By February 2007, the production phase was completed, and a rough cut of the film was prepared.[19] In April, composer Brian Reitzell was hired to score the film.[20]

Release and reception[]

30 Days of Night was released in 2,855 cinemas in the United States and Canada on October 19, 2007. In its opening weekend, the film grossed $15,951,902,[21] placing first in the box office.[22] The film grossed $39,568,996 in the United States and Canada and $35,735,361 overseas. It has grossed $75,304,357 worldwide.[21] On the review aggregation site Rotten Tomatoes, 51% of the 157 film critics gave the film positive reviews.[23] On Metacritic, the film received a score of 53 out of 100 from 29 reviews, considered to be mixed or average reviews.[24]

To coincide with the film's release, a novelization by Tim Lebbon was published by Pocket Star on September 25.[25] It is one of six novels based on the franchise.

Home video[]

30 Days of Night was released February 26, 2008 on DVD, Blu-ray and UMD for PlayStation Portable in the United States.
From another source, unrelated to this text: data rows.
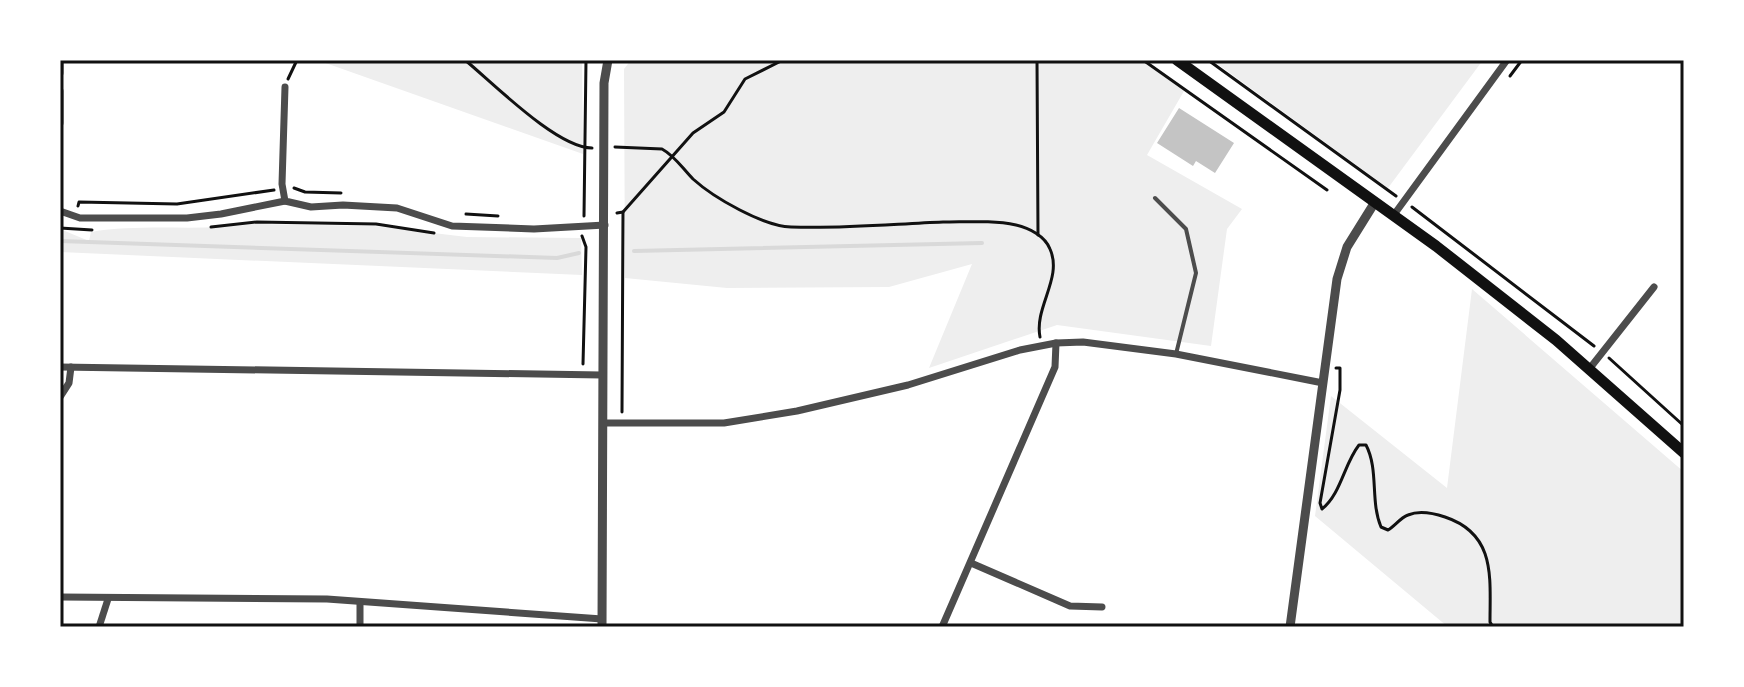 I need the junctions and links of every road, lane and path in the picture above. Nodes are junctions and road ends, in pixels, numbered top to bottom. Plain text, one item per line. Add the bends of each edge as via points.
1 (60, 60) edge
2 (297, 60) edge
3 (465, 60) edge
4 (586, 60) edge
5 (608, 60) edge
6 (783, 60) edge
7 (1037, 60) edge
8 (1143, 60) edge
9 (1177, 60) edge
10 (1208, 60) edge
11 (1507, 60) edge
12 (60, 73) edge
13 (285, 87) joint
14 (60, 91) edge
15 (60, 123) edge
16 (585, 148) junction
17 (604, 148) junction
18 (673, 157) junction
19 (283, 189) junction
20 (1327, 190) dead end
21 (350, 194) dead end
22 (1155, 198) dead end
23 (285, 201) junction
24 (1404, 201) junction
25 (1375, 202) junction
26 (60, 211) edge
27 (623, 212) junction
28 (617, 213) dead end
29 (463, 214) dead end
30 (501, 216) dead end
31 (1393, 216) junction
32 (74, 217) junction
33 (584, 218) dead end
34 (605, 225) junction
35 (200, 227) dead end
36 (60, 228) edge
37 (98, 229) dead end
38 (71, 230) junction
39 (440, 234) dead end
40 (1038, 235) junction
41 (582, 236) dead end
42 (1654, 287) dead end
43 (1056, 343) junction
44 (1041, 346) junction
45 (1602, 352) junction
46 (1176, 354) junction
47 (60, 367) edge
48 (71, 367) junction
49 (1326, 367) junction
50 (1590, 368) junction
51 (583, 374) junction
52 (602, 375) junction
53 (1323, 383) junction
54 (60, 397) edge
55 (603, 423) junction
56 (622, 423) junction
57 (1684, 426) edge
58 (1684, 453) edge
59 (971, 563) junction
60 (60, 597) edge
61 (108, 599) junction
62 (360, 602) junction
63 (1102, 607) dead end
64 (602, 623) edge
65 (99, 627) edge
66 (360, 627) edge
67 (942, 627) edge
68 (1290, 627) edge
69 (1493, 627) edge

1 - 12 street
2 - 13 path
3 - 16 path via 553,134
4 - 16 path
5 - 17 street
6 - 18 path via 745,79 724,112 693,133
7 - 40 path
8 - 20 path
9 - 25 main road
10 - 24 path
11 - 24 street
13 - 19 street
14 - 15 street
16 - 17 path
16 - 33 path
17 - 18 path via 656,148
17 - 34 street
18 - 27 path
18 - 40 path via 718,197 779,225 988,222 1012,224
19 - 21 path
19 - 23 street
19 - 32 path via 177,204 79,202
22 - 46 lane via 1186,229 1196,273
23 - 32 street via 203,217
23 - 34 street via 311,207 397,208 452,226
24 - 31 street
24 - 45 path
25 - 31 main road
25 - 49 street via 1347,247 1337,279
26 - 32 street
27 - 28 path
27 - 56 path
29 - 30 path
31 - 50 main road
32 - 38 path
34 - 52 street
35 - 39 path via 257,222 376,224
36 - 38 path
37 - 38 path
40 - 44 path via 1050,249 1053,268 1037,325
41 - 51 path
42 - 45 street
43 - 44 street
43 - 46 street
43 - 59 street via 1055,367
44 - 56 street via 797,411 724,423
45 - 50 street
45 - 57 path
46 - 53 street
47 - 48 street
48 - 51 street
48 - 54 street
49 - 53 street
49 - 69 path via 1340,368 1340,390 1322,509 1351,455 1366,445 1381,527 1388,530 1410,514 1433,513 1461,523 1478,539 1487,555
50 - 58 main road
51 - 52 street
52 - 55 street
53 - 68 street
55 - 56 street
55 - 64 street
59 - 63 street via 1070,606
59 - 67 street
60 - 61 street
61 - 62 street
61 - 65 street
62 - 64 street
62 - 66 street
DVD sales brought in $26,949,780 in revenue, from 1,429,600 sold DVD units. This does not include Blu-ray sales.[26] The DVD is a single disc and includes eight featurettes, one of which is a full episode of the anime Blood+. The UK Region 2 release is a two disc special edition, released in April 2008. Despite being exactly the same as the theatrical release, the BBFC re-rated the film from a 15 to an 18. Even though it still only has the eight featurettes on the second disc, it includes a bonus 30 Days of Night graphic novel.


A straight-to-video sequel entitled 30 Days of Night: Dark Days was released on 5 October 2010.[27] The script for the sequel was written by Steve Niles and Ben Ketai with Ketai also positioned as director. When filming began on October 20, 2009, Rhys Coiro and Mia Kirshner were named as leads, with Kirshner playing the lead vampire villain Lilith.[28] Other cast named included Harold Perrineau, Kiele Sanchez, Diora Baird, Rhys Coiro, and Monique Ganderton.[29] Three days after filming began, Niles revealed that Kiele Sanchez replaced Melissa George in the role of Stella Oleson.[30] The sequel was produced on a lower budget, but being straight-to-video allowed the writers to more closely follow the comic book.[31]


Invada Records released the Brian Reitzell composed OST, with an artwork by Marc Bessant in summer 2015 on Vinyl.[32]